Work order
What follows is a set of entries. Repeat them exactly, but not their pictures.

>>>

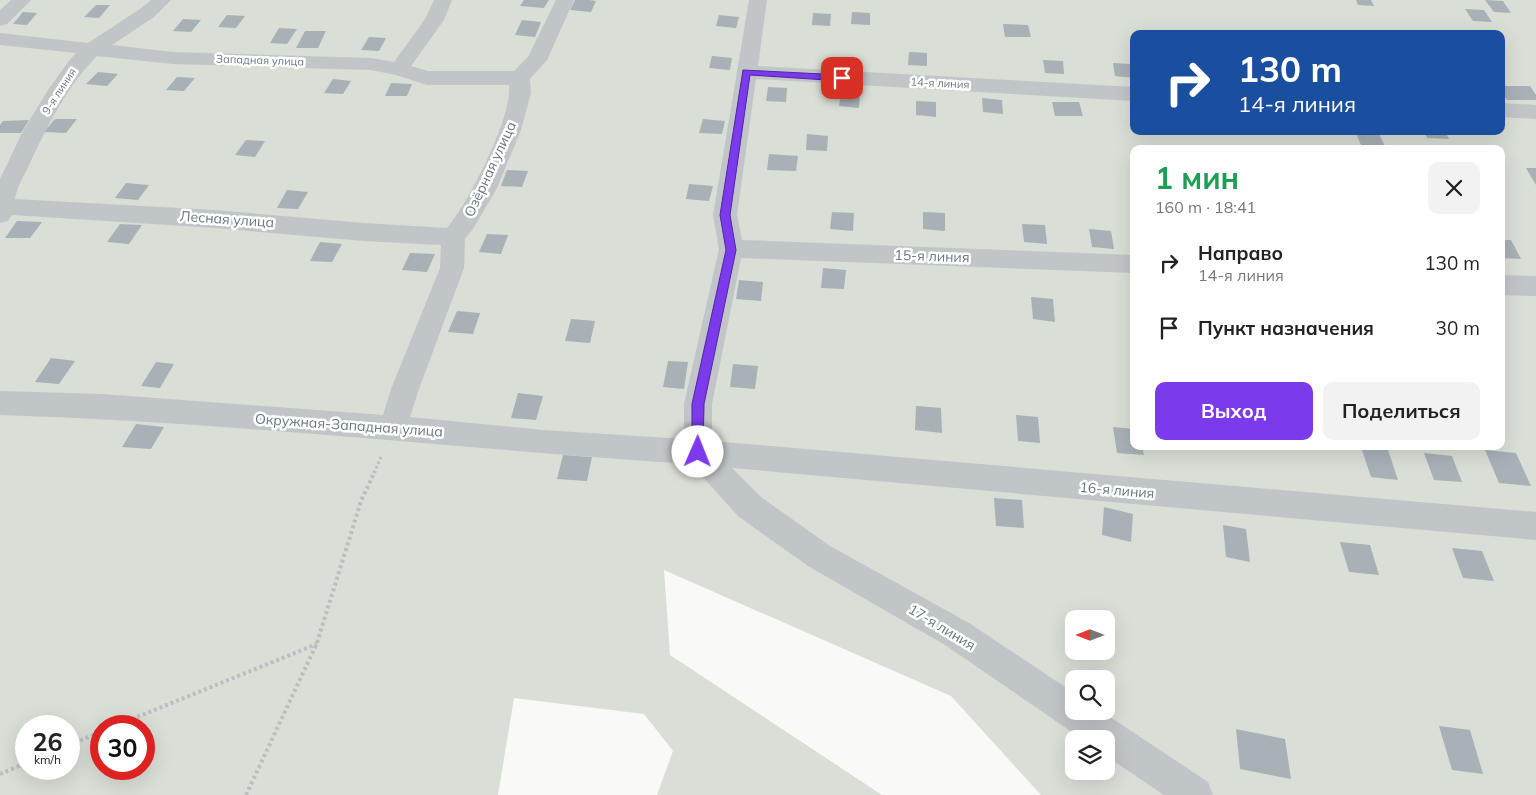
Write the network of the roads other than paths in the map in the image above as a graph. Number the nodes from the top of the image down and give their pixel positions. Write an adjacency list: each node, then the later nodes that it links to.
1 (22, 0): 6 (street)
2 (162, 0): 8 (street, 9-я линия)
3 (443, 0): 9 (street)
4 (565, 0): 11 (street)
5 (758, 0): 10 (street)
6 (0, 20)
7 (0, 39): 8 (street, Западная улица)
8 (92, 49): 9 (street, Западная улица); 15 (street, 9-я линия)
9 (399, 69): 11 (street, Западная улица)
10 (746, 72): 12 (street, 14-я линия); 17 (street)
11 (519, 78): 16 (street, Озёрная улица)
12 (1130, 94)
13 (1505, 110): 14 (street)
14 (1536, 112)
15 (1, 209): 16 (street, Лесная улица)
16 (453, 236): 22 (street)
17 (731, 250): 18 (street, 15-я линия); 23 (street)
18 (1130, 264)
19 (1505, 285): 20 (street)
20 (1536, 286)
21 (0, 403): 22 (street, Окружная-Западная улица)
22 (393, 428): 23 (street, Окружная-Западная улица)
23 (698, 452): 24 (street, 16-я линия); 25 (street, 17-я линия)
24 (1536, 526)
25 (1195, 795)

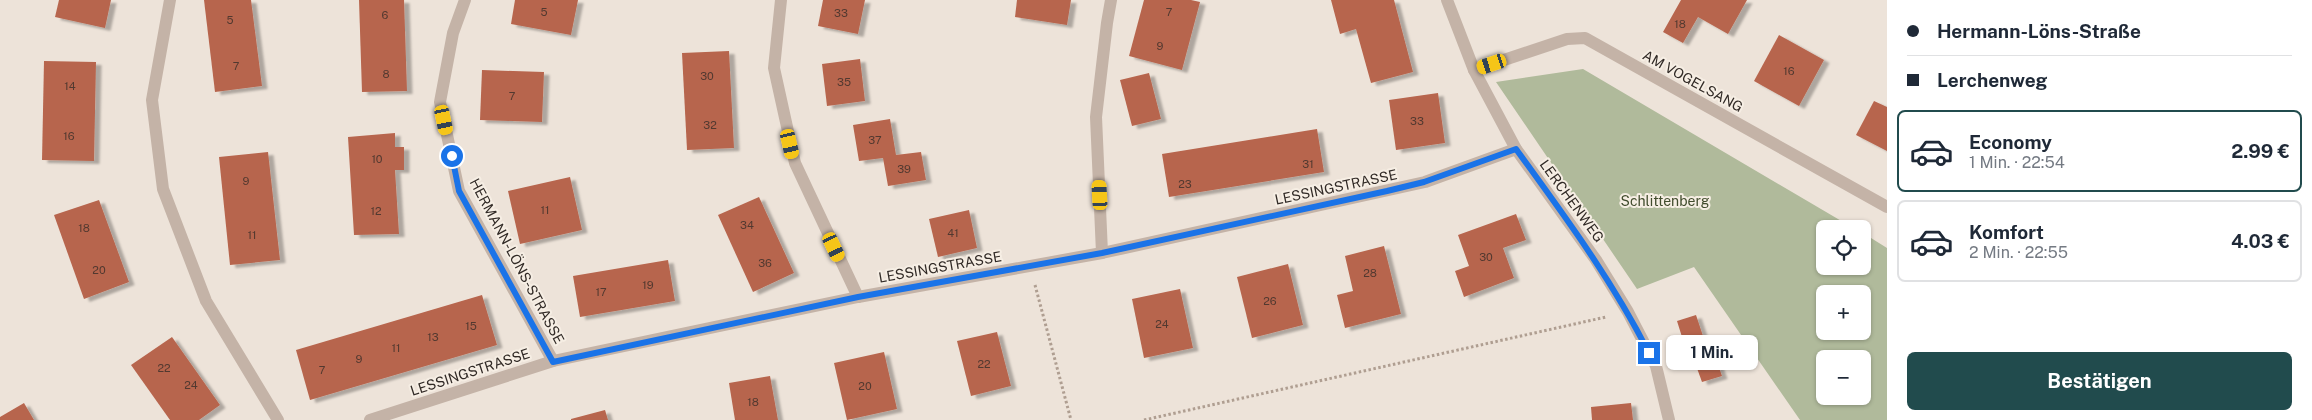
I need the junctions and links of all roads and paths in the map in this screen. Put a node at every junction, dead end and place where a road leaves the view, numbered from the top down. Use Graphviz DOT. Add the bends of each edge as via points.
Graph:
graph roads {
  1 [pos="170,0"];
  2 [pos="465,0"];
  3 [pos="781,0"];
  4 [pos="1111,0"];
  5 [pos="1447,0"];
  6 [pos="1474,70"];
  7 [pos="1516,149"];
  8 [pos="1887,207"];
  9 [pos="1102,253"];
  10 [pos="1030,266"];
  11 [pos="858,297"];
  12 [pos="1628,312"];
  13 [pos="553,362"];
  14 [pos="278,420"];
  15 [pos="370,420"];
  16 [pos="1071,420"];
  17 [pos="1144,420"];
  18 [pos="1669,420"];
  1 -- 14 [label="street" via="152,100 163,188 206,301"];
  2 -- 13 [label="street, HERMANN-LÖNS-STRASSE" via="453,33 440,102 459,191"];
  3 -- 11 [label="street" via="774,68 795,163"];
  4 -- 9 [label="street" via="1096,117"];
  5 -- 6 [label="street, LERCHENWEG"];
  6 -- 7 [label="street, LERCHENWEG"];
  6 -- 8 [label="street, AM VOGELSANG" via="1567,39 1585,38"];
  7 -- 9 [label="street, LESSINGSTRASSE" via="1424,182"];
  7 -- 12 [label="street, LERCHENWEG" via="1596,260"];
  9 -- 10 [label="street, LESSINGSTRASSE"];
  10 -- 11 [label="street, LESSINGSTRASSE"];
  10 -- 16 [label="path"];
  11 -- 13 [label="street, LESSINGSTRASSE"];
  12 -- 17 [label="path"];
  12 -- 18 [label="street, LERCHENWEG" via="1656,366"];
  13 -- 15 [label="street, LESSINGSTRASSE"];
}
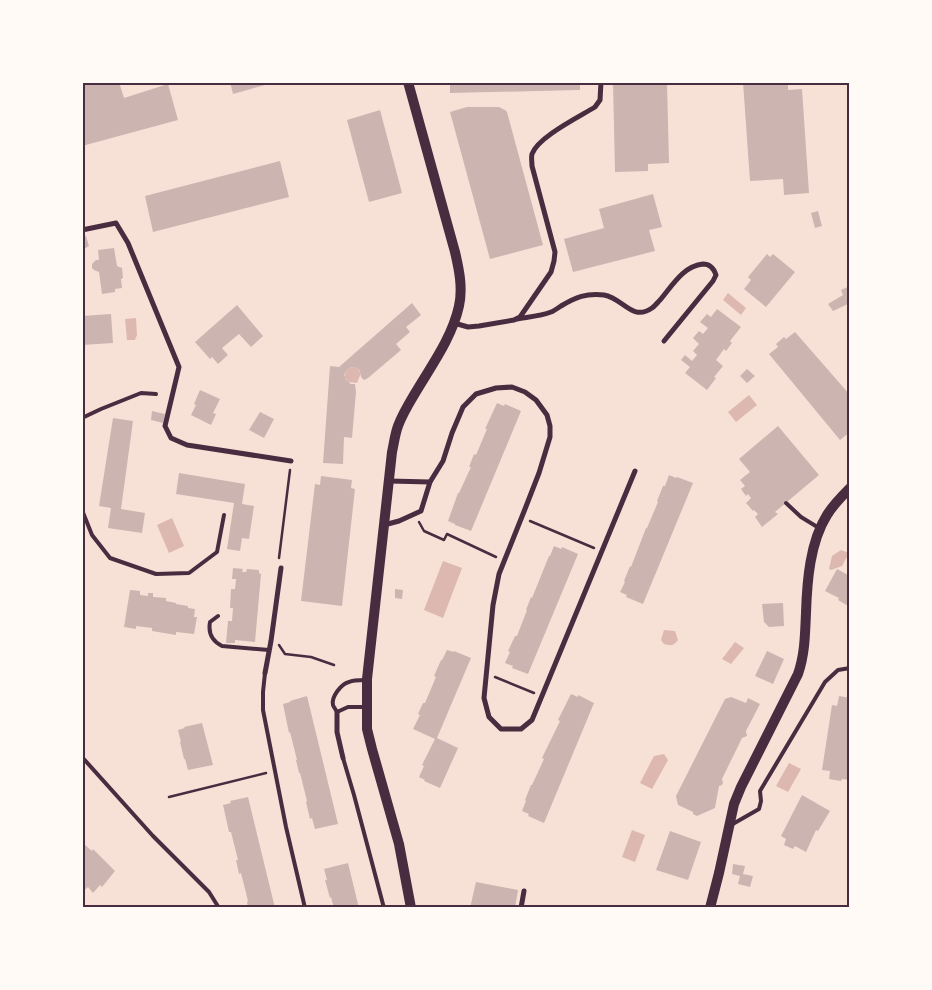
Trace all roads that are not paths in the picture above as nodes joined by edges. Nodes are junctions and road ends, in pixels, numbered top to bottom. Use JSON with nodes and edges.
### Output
{"nodes":[{"id":1,"x":408,"y":82,"type":"edge"},
{"id":2,"x":601,"y":82,"type":"edge"},
{"id":3,"x":82,"y":230,"type":"edge"},
{"id":4,"x":514,"y":320,"type":"junction"},
{"id":5,"x":454,"y":323,"type":"junction"},
{"id":6,"x":664,"y":340,"type":"dead end"},
{"id":7,"x":156,"y":394,"type":"dead end"},
{"id":8,"x":82,"y":418,"type":"edge"},
{"id":9,"x":292,"y":461,"type":"road end"},
{"id":10,"x":635,"y":472,"type":"dead end"},
{"id":11,"x":389,"y":481,"type":"junction"},
{"id":12,"x":430,"y":482,"type":"junction"},
{"id":13,"x":850,"y":488,"type":"edge"},
{"id":14,"x":786,"y":503,"type":"dead end"},
{"id":15,"x":82,"y":510,"type":"edge"},
{"id":16,"x":224,"y":514,"type":"dead end"},
{"id":17,"x":384,"y":524,"type":"junction"},
{"id":18,"x":820,"y":528,"type":"junction"},
{"id":19,"x":281,"y":568,"type":"road end"},
{"id":20,"x":218,"y":616,"type":"dead end"},
{"id":21,"x":269,"y":650,"type":"junction"},
{"id":22,"x":850,"y":668,"type":"edge"},
{"id":23,"x":265,"y":673,"type":"joint"},
{"id":24,"x":367,"y":679,"type":"junction"},
{"id":25,"x":367,"y":707,"type":"junction"},
{"id":26,"x":336,"y":712,"type":"junction"},
{"id":27,"x":82,"y":757,"type":"edge"},
{"id":28,"x":343,"y":758,"type":"joint"},
{"id":29,"x":729,"y":826,"type":"junction"},
{"id":30,"x":524,"y":891,"type":"dead end"},
{"id":31,"x":219,"y":908,"type":"edge"},
{"id":32,"x":305,"y":908,"type":"edge"},
{"id":33,"x":384,"y":908,"type":"edge"},
{"id":34,"x":411,"y":908,"type":"edge"},
{"id":35,"x":522,"y":908,"type":"edge"},
{"id":36,"x":710,"y":908,"type":"edge"}],
"edges":[{"from":1,"to":5,"type":"main road"},
{"from":2,"to":4,"type":"street"},
{"from":3,"to":9,"type":"street"},
{"from":4,"to":5,"type":"street"},
{"from":4,"to":6,"type":"street"},
{"from":5,"to":11,"type":"main road"},
{"from":7,"to":8,"type":"lane"},
{"from":10,"to":12,"type":"street"},
{"from":11,"to":12,"type":"street"},
{"from":11,"to":17,"type":"main road"},
{"from":12,"to":17,"type":"street"},
{"from":13,"to":18,"type":"main road"},
{"from":14,"to":18,"type":"lane"},
{"from":15,"to":16,"type":"lane"},
{"from":17,"to":24,"type":"main road"},
{"from":18,"to":29,"type":"main road"},
{"from":19,"to":21,"type":"street"},
{"from":20,"to":21,"type":"lane"},
{"from":21,"to":23,"type":"street"},
{"from":22,"to":29,"type":"lane"},
{"from":23,"to":32,"type":"lane"},
{"from":24,"to":25,"type":"main road"},
{"from":24,"to":26,"type":"lane"},
{"from":25,"to":26,"type":"lane"},
{"from":25,"to":34,"type":"main road"},
{"from":26,"to":28,"type":"street"},
{"from":27,"to":31,"type":"lane"},
{"from":28,"to":33,"type":"lane"},
{"from":29,"to":36,"type":"main road"},
{"from":30,"to":35,"type":"street"}]}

<<<

Result of the exercise
Write the network of the roads other than paths in the map in the image above as a graph. Number the nodes from the top of the image down and give their pixel positions. Write an adjacency list: each node, then the later nodes that it links to.
1 (22, 0): 6 (street)
2 (162, 0): 8 (street, 9-я линия)
3 (443, 0): 9 (street)
4 (565, 0): 11 (street)
5 (758, 0): 10 (street)
6 (0, 20)
7 (0, 39): 8 (street, Западная улица)
8 (92, 49): 9 (street, Западная улица); 15 (street, 9-я линия)
9 (399, 69): 11 (street, Западная улица)
10 (746, 72): 12 (street, 14-я линия); 17 (street)
11 (519, 78): 16 (street, Озёрная улица)
12 (1130, 94)
13 (1505, 110): 14 (street)
14 (1536, 112)
15 (1, 209): 16 (street, Лесная улица)
16 (453, 236): 22 (street)
17 (731, 250): 18 (street, 15-я линия); 23 (street)
18 (1130, 264)
19 (1505, 285): 20 (street)
20 (1536, 286)
21 (0, 403): 22 (street, Окружная-Западная улица)
22 (393, 428): 23 (street, Окружная-Западная улица)
23 (698, 452): 24 (street, 16-я линия); 25 (street, 17-я линия)
24 (1536, 526)
25 (1195, 795)

I need the junctions and links of all roads and paths in the map in this screen. Put a node at every junction, dead end and place where a road leaves the view, numbered from the top down. Use Graphviz DOT. Add the bends of each edge as via points.
Graph:
graph roads {
  1 [pos="170,0"];
  2 [pos="465,0"];
  3 [pos="781,0"];
  4 [pos="1111,0"];
  5 [pos="1447,0"];
  6 [pos="1474,70"];
  7 [pos="1516,149"];
  8 [pos="1887,207"];
  9 [pos="1102,253"];
  10 [pos="1030,266"];
  11 [pos="858,297"];
  12 [pos="1628,312"];
  13 [pos="553,362"];
  14 [pos="278,420"];
  15 [pos="370,420"];
  16 [pos="1071,420"];
  17 [pos="1144,420"];
  18 [pos="1669,420"];
  1 -- 14 [label="street" via="152,100 163,188 206,301"];
  2 -- 13 [label="street, HERMANN-LÖNS-STRASSE" via="453,33 440,102 459,191"];
  3 -- 11 [label="street" via="774,68 795,163"];
  4 -- 9 [label="street" via="1096,117"];
  5 -- 6 [label="street, LERCHENWEG"];
  6 -- 7 [label="street, LERCHENWEG"];
  6 -- 8 [label="street, AM VOGELSANG" via="1567,39 1585,38"];
  7 -- 9 [label="street, LESSINGSTRASSE" via="1424,182"];
  7 -- 12 [label="street, LERCHENWEG" via="1596,260"];
  9 -- 10 [label="street, LESSINGSTRASSE"];
  10 -- 11 [label="street, LESSINGSTRASSE"];
  10 -- 16 [label="path"];
  11 -- 13 [label="street, LESSINGSTRASSE"];
  12 -- 17 [label="path"];
  12 -- 18 [label="street, LERCHENWEG" via="1656,366"];
  13 -- 15 [label="street, LESSINGSTRASSE"];
}
Trace all roads that are not paths in the picture above as nodes joined by edges. Nodes are junctions and road ends, in pixels, numbered top to bottom. Use JSON with nodes and edges.
### Output
{"nodes":[{"id":1,"x":408,"y":82,"type":"edge"},
{"id":2,"x":601,"y":82,"type":"edge"},
{"id":3,"x":82,"y":230,"type":"edge"},
{"id":4,"x":514,"y":320,"type":"junction"},
{"id":5,"x":454,"y":323,"type":"junction"},
{"id":6,"x":664,"y":340,"type":"dead end"},
{"id":7,"x":156,"y":394,"type":"dead end"},
{"id":8,"x":82,"y":418,"type":"edge"},
{"id":9,"x":292,"y":461,"type":"road end"},
{"id":10,"x":635,"y":472,"type":"dead end"},
{"id":11,"x":389,"y":481,"type":"junction"},
{"id":12,"x":430,"y":482,"type":"junction"},
{"id":13,"x":850,"y":488,"type":"edge"},
{"id":14,"x":786,"y":503,"type":"dead end"},
{"id":15,"x":82,"y":510,"type":"edge"},
{"id":16,"x":224,"y":514,"type":"dead end"},
{"id":17,"x":384,"y":524,"type":"junction"},
{"id":18,"x":820,"y":528,"type":"junction"},
{"id":19,"x":281,"y":568,"type":"road end"},
{"id":20,"x":218,"y":616,"type":"dead end"},
{"id":21,"x":269,"y":650,"type":"junction"},
{"id":22,"x":850,"y":668,"type":"edge"},
{"id":23,"x":265,"y":673,"type":"joint"},
{"id":24,"x":367,"y":679,"type":"junction"},
{"id":25,"x":367,"y":707,"type":"junction"},
{"id":26,"x":336,"y":712,"type":"junction"},
{"id":27,"x":82,"y":757,"type":"edge"},
{"id":28,"x":343,"y":758,"type":"joint"},
{"id":29,"x":729,"y":826,"type":"junction"},
{"id":30,"x":524,"y":891,"type":"dead end"},
{"id":31,"x":219,"y":908,"type":"edge"},
{"id":32,"x":305,"y":908,"type":"edge"},
{"id":33,"x":384,"y":908,"type":"edge"},
{"id":34,"x":411,"y":908,"type":"edge"},
{"id":35,"x":522,"y":908,"type":"edge"},
{"id":36,"x":710,"y":908,"type":"edge"}],
"edges":[{"from":1,"to":5,"type":"main road"},
{"from":2,"to":4,"type":"street"},
{"from":3,"to":9,"type":"street"},
{"from":4,"to":5,"type":"street"},
{"from":4,"to":6,"type":"street"},
{"from":5,"to":11,"type":"main road"},
{"from":7,"to":8,"type":"lane"},
{"from":10,"to":12,"type":"street"},
{"from":11,"to":12,"type":"street"},
{"from":11,"to":17,"type":"main road"},
{"from":12,"to":17,"type":"street"},
{"from":13,"to":18,"type":"main road"},
{"from":14,"to":18,"type":"lane"},
{"from":15,"to":16,"type":"lane"},
{"from":17,"to":24,"type":"main road"},
{"from":18,"to":29,"type":"main road"},
{"from":19,"to":21,"type":"street"},
{"from":20,"to":21,"type":"lane"},
{"from":21,"to":23,"type":"street"},
{"from":22,"to":29,"type":"lane"},
{"from":23,"to":32,"type":"lane"},
{"from":24,"to":25,"type":"main road"},
{"from":24,"to":26,"type":"lane"},
{"from":25,"to":26,"type":"lane"},
{"from":25,"to":34,"type":"main road"},
{"from":26,"to":28,"type":"street"},
{"from":27,"to":31,"type":"lane"},
{"from":28,"to":33,"type":"lane"},
{"from":29,"to":36,"type":"main road"},
{"from":30,"to":35,"type":"street"}]}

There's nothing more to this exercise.